DATA RECORDS —
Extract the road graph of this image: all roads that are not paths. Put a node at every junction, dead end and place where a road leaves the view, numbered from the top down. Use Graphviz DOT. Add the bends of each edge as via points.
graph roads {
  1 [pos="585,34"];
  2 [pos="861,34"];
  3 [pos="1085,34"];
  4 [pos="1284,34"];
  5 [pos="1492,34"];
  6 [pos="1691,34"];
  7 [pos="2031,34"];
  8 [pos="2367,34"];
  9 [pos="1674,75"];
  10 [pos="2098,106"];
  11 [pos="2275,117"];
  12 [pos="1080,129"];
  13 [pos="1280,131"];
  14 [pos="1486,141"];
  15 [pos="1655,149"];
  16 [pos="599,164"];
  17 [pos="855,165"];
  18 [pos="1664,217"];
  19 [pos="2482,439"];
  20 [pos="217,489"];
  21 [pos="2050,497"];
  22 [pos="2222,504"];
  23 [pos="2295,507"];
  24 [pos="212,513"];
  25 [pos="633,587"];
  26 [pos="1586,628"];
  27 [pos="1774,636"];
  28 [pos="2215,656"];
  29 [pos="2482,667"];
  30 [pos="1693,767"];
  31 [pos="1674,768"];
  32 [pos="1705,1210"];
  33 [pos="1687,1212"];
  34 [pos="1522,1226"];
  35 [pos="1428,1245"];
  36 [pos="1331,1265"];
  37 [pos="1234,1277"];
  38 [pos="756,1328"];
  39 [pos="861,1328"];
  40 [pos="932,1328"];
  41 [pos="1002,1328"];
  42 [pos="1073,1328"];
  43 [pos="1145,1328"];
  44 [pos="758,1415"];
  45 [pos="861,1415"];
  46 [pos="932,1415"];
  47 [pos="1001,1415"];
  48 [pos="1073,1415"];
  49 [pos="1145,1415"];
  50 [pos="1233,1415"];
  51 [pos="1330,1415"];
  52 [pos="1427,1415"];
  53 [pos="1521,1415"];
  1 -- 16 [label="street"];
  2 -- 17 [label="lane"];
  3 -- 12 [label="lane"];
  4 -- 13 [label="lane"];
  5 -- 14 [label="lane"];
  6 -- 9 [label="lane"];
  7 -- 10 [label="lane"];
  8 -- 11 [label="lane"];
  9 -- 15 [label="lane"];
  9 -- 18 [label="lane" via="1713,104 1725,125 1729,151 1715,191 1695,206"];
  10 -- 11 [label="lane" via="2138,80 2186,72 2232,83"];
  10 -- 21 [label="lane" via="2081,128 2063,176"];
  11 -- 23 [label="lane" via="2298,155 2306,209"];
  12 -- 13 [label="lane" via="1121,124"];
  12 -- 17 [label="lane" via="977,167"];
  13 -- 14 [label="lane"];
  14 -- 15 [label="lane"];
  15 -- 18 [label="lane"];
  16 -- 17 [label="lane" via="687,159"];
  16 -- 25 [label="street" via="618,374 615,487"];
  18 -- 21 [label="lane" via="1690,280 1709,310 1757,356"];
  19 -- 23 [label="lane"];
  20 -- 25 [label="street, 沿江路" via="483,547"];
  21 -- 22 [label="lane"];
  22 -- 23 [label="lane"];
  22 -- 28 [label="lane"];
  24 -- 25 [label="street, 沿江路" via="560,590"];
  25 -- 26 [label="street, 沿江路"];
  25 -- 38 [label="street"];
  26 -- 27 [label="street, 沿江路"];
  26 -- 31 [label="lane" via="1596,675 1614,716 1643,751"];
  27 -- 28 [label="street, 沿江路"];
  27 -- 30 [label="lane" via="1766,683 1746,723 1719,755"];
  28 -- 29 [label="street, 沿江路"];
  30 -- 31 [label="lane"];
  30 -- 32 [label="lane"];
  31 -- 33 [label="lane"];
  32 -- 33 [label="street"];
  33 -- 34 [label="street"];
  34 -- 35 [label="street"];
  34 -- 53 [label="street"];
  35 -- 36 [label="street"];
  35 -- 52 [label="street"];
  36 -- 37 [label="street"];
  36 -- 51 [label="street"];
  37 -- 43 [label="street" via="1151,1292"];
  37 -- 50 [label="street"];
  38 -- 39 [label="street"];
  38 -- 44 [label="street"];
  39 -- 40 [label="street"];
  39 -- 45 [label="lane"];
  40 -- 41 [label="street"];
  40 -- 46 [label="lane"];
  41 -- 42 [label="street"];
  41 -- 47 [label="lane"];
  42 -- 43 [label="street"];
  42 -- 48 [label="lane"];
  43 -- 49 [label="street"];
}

WORK TO BE COMPLETED —
An exact copy of the entire material is required.

ANSWER SPACE —
Extract the road graph of this image: all roads that are not paths. Put a node at every junction, dead end and place where a road leaves the view, numbered from the top down. Use Graphviz DOT. Add the bends of each edge as via points.
graph roads {
  1 [pos="585,34"];
  2 [pos="861,34"];
  3 [pos="1085,34"];
  4 [pos="1284,34"];
  5 [pos="1492,34"];
  6 [pos="1691,34"];
  7 [pos="2031,34"];
  8 [pos="2367,34"];
  9 [pos="1674,75"];
  10 [pos="2098,106"];
  11 [pos="2275,117"];
  12 [pos="1080,129"];
  13 [pos="1280,131"];
  14 [pos="1486,141"];
  15 [pos="1655,149"];
  16 [pos="599,164"];
  17 [pos="855,165"];
  18 [pos="1664,217"];
  19 [pos="2482,439"];
  20 [pos="217,489"];
  21 [pos="2050,497"];
  22 [pos="2222,504"];
  23 [pos="2295,507"];
  24 [pos="212,513"];
  25 [pos="633,587"];
  26 [pos="1586,628"];
  27 [pos="1774,636"];
  28 [pos="2215,656"];
  29 [pos="2482,667"];
  30 [pos="1693,767"];
  31 [pos="1674,768"];
  32 [pos="1705,1210"];
  33 [pos="1687,1212"];
  34 [pos="1522,1226"];
  35 [pos="1428,1245"];
  36 [pos="1331,1265"];
  37 [pos="1234,1277"];
  38 [pos="756,1328"];
  39 [pos="861,1328"];
  40 [pos="932,1328"];
  41 [pos="1002,1328"];
  42 [pos="1073,1328"];
  43 [pos="1145,1328"];
  44 [pos="758,1415"];
  45 [pos="861,1415"];
  46 [pos="932,1415"];
  47 [pos="1001,1415"];
  48 [pos="1073,1415"];
  49 [pos="1145,1415"];
  50 [pos="1233,1415"];
  51 [pos="1330,1415"];
  52 [pos="1427,1415"];
  53 [pos="1521,1415"];
  1 -- 16 [label="street"];
  2 -- 17 [label="lane"];
  3 -- 12 [label="lane"];
  4 -- 13 [label="lane"];
  5 -- 14 [label="lane"];
  6 -- 9 [label="lane"];
  7 -- 10 [label="lane"];
  8 -- 11 [label="lane"];
  9 -- 15 [label="lane"];
  9 -- 18 [label="lane" via="1713,104 1725,125 1729,151 1715,191 1695,206"];
  10 -- 11 [label="lane" via="2138,80 2186,72 2232,83"];
  10 -- 21 [label="lane" via="2081,128 2063,176"];
  11 -- 23 [label="lane" via="2298,155 2306,209"];
  12 -- 13 [label="lane" via="1121,124"];
  12 -- 17 [label="lane" via="977,167"];
  13 -- 14 [label="lane"];
  14 -- 15 [label="lane"];
  15 -- 18 [label="lane"];
  16 -- 17 [label="lane" via="687,159"];
  16 -- 25 [label="street" via="618,374 615,487"];
  18 -- 21 [label="lane" via="1690,280 1709,310 1757,356"];
  19 -- 23 [label="lane"];
  20 -- 25 [label="street, 沿江路" via="483,547"];
  21 -- 22 [label="lane"];
  22 -- 23 [label="lane"];
  22 -- 28 [label="lane"];
  24 -- 25 [label="street, 沿江路" via="560,590"];
  25 -- 26 [label="street, 沿江路"];
  25 -- 38 [label="street"];
  26 -- 27 [label="street, 沿江路"];
  26 -- 31 [label="lane" via="1596,675 1614,716 1643,751"];
  27 -- 28 [label="street, 沿江路"];
  27 -- 30 [label="lane" via="1766,683 1746,723 1719,755"];
  28 -- 29 [label="street, 沿江路"];
  30 -- 31 [label="lane"];
  30 -- 32 [label="lane"];
  31 -- 33 [label="lane"];
  32 -- 33 [label="street"];
  33 -- 34 [label="street"];
  34 -- 35 [label="street"];
  34 -- 53 [label="street"];
  35 -- 36 [label="street"];
  35 -- 52 [label="street"];
  36 -- 37 [label="street"];
  36 -- 51 [label="street"];
  37 -- 43 [label="street" via="1151,1292"];
  37 -- 50 [label="street"];
  38 -- 39 [label="street"];
  38 -- 44 [label="street"];
  39 -- 40 [label="street"];
  39 -- 45 [label="lane"];
  40 -- 41 [label="street"];
  40 -- 46 [label="lane"];
  41 -- 42 [label="street"];
  41 -- 47 [label="lane"];
  42 -- 43 [label="street"];
  42 -- 48 [label="lane"];
  43 -- 49 [label="street"];
}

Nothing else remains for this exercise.